The correct solution is counter-intuitive, but so is a fair bit of statistics.

OK, try this way then: the ratio of Tuesdays to all possible days is what matters. I.e. the probability that both boys meet the critera is much smaller (i.e. both born on Tuesday).

There are two extremes for this sort of problem:

1) You know one is a boy, but you have no information to say which. Then the probability the other is a boy is 1/3. (This is counter intuitive, but Devlin explains it well).

2) You know the youngest is a boy. Then the probability the oldest is a boy is 1/2.

When you have an extra piece of information, the chance that it might apply to both children affects the overall probability, and you get a value between 1/3 and 1/2. The day of the week is unlikely to be the same for both (ignoring twins), so it's close to 1/2.

You're implying in a random sample of 1000 pairs of children, 1/3 will be boy/boy, 1/3 girl/boy and 1/3 girl/girl...

That's incorrect - 1/2 of the pairs will be one girl and one boy. It's pretty easy to write some code to generate random pairs to convince yourself of this.

But if I say that the youngest is a boy, then the probability that the oldest is also a boy is 1/2 (not 1/3). If I just say one of the children is a boy, with no other information, then I could be refering to either one in the boy/boy case, and the probability is 1/3 of both being boys.

Being younger or older is independent of the gender, but does affect the statistical outcome.

It's not easy to understand (and goes against instinct, especially as the pieces of information appear unrelated), but I wouldn't call it a trick.

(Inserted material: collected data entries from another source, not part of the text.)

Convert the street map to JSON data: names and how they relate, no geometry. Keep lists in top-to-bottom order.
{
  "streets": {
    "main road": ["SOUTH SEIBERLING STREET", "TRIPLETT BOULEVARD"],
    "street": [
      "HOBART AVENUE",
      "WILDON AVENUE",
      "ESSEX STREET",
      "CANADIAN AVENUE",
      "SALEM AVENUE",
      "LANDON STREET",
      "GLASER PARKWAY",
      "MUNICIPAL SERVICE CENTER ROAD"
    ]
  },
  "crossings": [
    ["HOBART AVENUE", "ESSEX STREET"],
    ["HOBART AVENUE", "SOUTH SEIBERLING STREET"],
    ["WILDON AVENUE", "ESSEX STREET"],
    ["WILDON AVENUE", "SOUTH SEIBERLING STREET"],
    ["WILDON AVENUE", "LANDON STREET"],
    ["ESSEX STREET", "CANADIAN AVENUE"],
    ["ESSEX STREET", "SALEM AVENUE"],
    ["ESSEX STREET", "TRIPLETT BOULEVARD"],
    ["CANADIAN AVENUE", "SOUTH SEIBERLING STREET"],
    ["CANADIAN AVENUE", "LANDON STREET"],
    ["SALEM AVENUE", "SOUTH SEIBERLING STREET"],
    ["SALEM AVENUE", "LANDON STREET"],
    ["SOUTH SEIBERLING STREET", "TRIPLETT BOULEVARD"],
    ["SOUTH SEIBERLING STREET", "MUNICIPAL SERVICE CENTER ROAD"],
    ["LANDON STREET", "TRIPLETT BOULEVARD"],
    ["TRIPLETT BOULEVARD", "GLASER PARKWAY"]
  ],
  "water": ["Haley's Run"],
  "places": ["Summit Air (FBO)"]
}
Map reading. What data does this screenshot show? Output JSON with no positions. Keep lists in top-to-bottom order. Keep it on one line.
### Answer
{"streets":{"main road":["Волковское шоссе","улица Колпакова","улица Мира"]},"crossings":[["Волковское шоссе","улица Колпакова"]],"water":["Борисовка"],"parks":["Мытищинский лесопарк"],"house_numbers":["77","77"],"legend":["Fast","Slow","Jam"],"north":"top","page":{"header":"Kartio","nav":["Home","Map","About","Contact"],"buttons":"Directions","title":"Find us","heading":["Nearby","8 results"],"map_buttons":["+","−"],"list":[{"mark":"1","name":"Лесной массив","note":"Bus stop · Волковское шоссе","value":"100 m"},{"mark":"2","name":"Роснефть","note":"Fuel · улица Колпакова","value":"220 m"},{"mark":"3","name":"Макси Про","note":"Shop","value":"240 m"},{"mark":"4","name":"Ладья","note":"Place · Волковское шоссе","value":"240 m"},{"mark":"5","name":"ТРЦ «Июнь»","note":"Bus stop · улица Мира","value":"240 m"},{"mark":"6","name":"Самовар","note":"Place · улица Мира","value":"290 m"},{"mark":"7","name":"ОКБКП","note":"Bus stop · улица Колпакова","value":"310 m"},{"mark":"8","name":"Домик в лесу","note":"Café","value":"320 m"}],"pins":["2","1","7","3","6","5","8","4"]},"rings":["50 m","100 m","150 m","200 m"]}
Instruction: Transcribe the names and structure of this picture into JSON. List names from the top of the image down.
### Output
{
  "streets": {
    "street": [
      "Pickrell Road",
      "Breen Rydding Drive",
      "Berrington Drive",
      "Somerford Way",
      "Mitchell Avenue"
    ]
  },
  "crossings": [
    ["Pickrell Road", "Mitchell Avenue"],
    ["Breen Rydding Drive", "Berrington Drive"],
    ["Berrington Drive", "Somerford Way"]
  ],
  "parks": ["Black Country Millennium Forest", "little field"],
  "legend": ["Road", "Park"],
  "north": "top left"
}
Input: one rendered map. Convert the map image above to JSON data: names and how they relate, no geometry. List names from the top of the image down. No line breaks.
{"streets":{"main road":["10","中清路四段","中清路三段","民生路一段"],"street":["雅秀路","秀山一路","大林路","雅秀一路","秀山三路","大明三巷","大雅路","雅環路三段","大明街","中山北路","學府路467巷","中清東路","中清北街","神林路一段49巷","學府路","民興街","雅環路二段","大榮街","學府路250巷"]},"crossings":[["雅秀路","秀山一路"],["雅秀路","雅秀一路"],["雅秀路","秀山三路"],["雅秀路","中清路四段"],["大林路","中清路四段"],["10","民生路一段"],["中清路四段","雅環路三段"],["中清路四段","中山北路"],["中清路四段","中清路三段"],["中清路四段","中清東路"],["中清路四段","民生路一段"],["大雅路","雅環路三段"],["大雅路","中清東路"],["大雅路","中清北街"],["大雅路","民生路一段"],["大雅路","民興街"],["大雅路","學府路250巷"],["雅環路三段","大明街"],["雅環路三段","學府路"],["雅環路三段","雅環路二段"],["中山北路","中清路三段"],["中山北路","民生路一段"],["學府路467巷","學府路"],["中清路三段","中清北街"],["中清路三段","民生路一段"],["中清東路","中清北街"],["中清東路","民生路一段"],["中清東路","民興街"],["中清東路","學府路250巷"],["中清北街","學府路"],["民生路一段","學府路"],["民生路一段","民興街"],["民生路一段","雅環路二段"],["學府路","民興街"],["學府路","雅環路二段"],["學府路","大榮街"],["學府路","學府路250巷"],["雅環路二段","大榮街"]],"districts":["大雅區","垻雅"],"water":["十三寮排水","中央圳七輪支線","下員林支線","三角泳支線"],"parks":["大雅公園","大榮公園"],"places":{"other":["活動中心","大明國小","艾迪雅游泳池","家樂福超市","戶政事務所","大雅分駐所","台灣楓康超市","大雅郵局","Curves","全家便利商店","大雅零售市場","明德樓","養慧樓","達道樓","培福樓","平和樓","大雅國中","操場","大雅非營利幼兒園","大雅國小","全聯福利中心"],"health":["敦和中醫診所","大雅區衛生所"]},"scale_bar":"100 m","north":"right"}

That Bridge article is harder to understand than the answer to this pair of children problem ;-)

That's incorrect - you've just skewed the population!

In 1000 pairs of children you'll have 250 girl/girl, 250 boy/boy, 500 girl/boy.

Of those, the ones that have at least one boy are the 250 boy/boy and 500 girl/boy pairs. So there's a 33% chance it's boy/boy if you know one is a boy.

The whole point is you could be talking about either of the boys in the 250 boy/boy pairs - it doesn't increase the probability that it's boy/boy instead of girl/boy (you're still twice as likely to have a girl/boy pair relative to a boy/boy pair). If you specify more about the boy you're talking about - for example (ironically) saying his name is Peter - then the boys are no longer interchangable and the probability tends towards 1/2.

It is tricky ;-)

The {known/unknown} bit is applied after the gender is fixed. By adding a fourth boy/boy option you're skewing the relative probabilities (rather than just removing the cases that no longer apply).

Maybe think of it this way: suppose there are 1000 pairs of children taken randomly from the population. On average, 250 of the pairs will be two boys, 250 two girls, and 500 a boy and a girl.

So if one pair is taken randomly from that group, and you are told at least one of the pair is a boy, then you know it's one of the 750 pairs other than girl/girl. 250 of those pairs are boy/boy, the remaining 500 are girl/boy - leaving you with a probability of 33% that it's boy/boy.

... and that "common sense" leads to an incorrect answer.

The first step is to see that if one of the children is a boy, then the probability that they both are is 1/3 not 1/2.

Nicely put!

So at one extreme you have BB, BG, GB (33%). At the other you have B*B, BB*, B*G, GB* (50%) where B* is the boy who fits the extra criteria and it is impossible for both boys to fit it. By making it improbable that both boys fit the criteria you're separating the BB into B*B and BB* to some degree, so the probabilities will tend towards 1/2.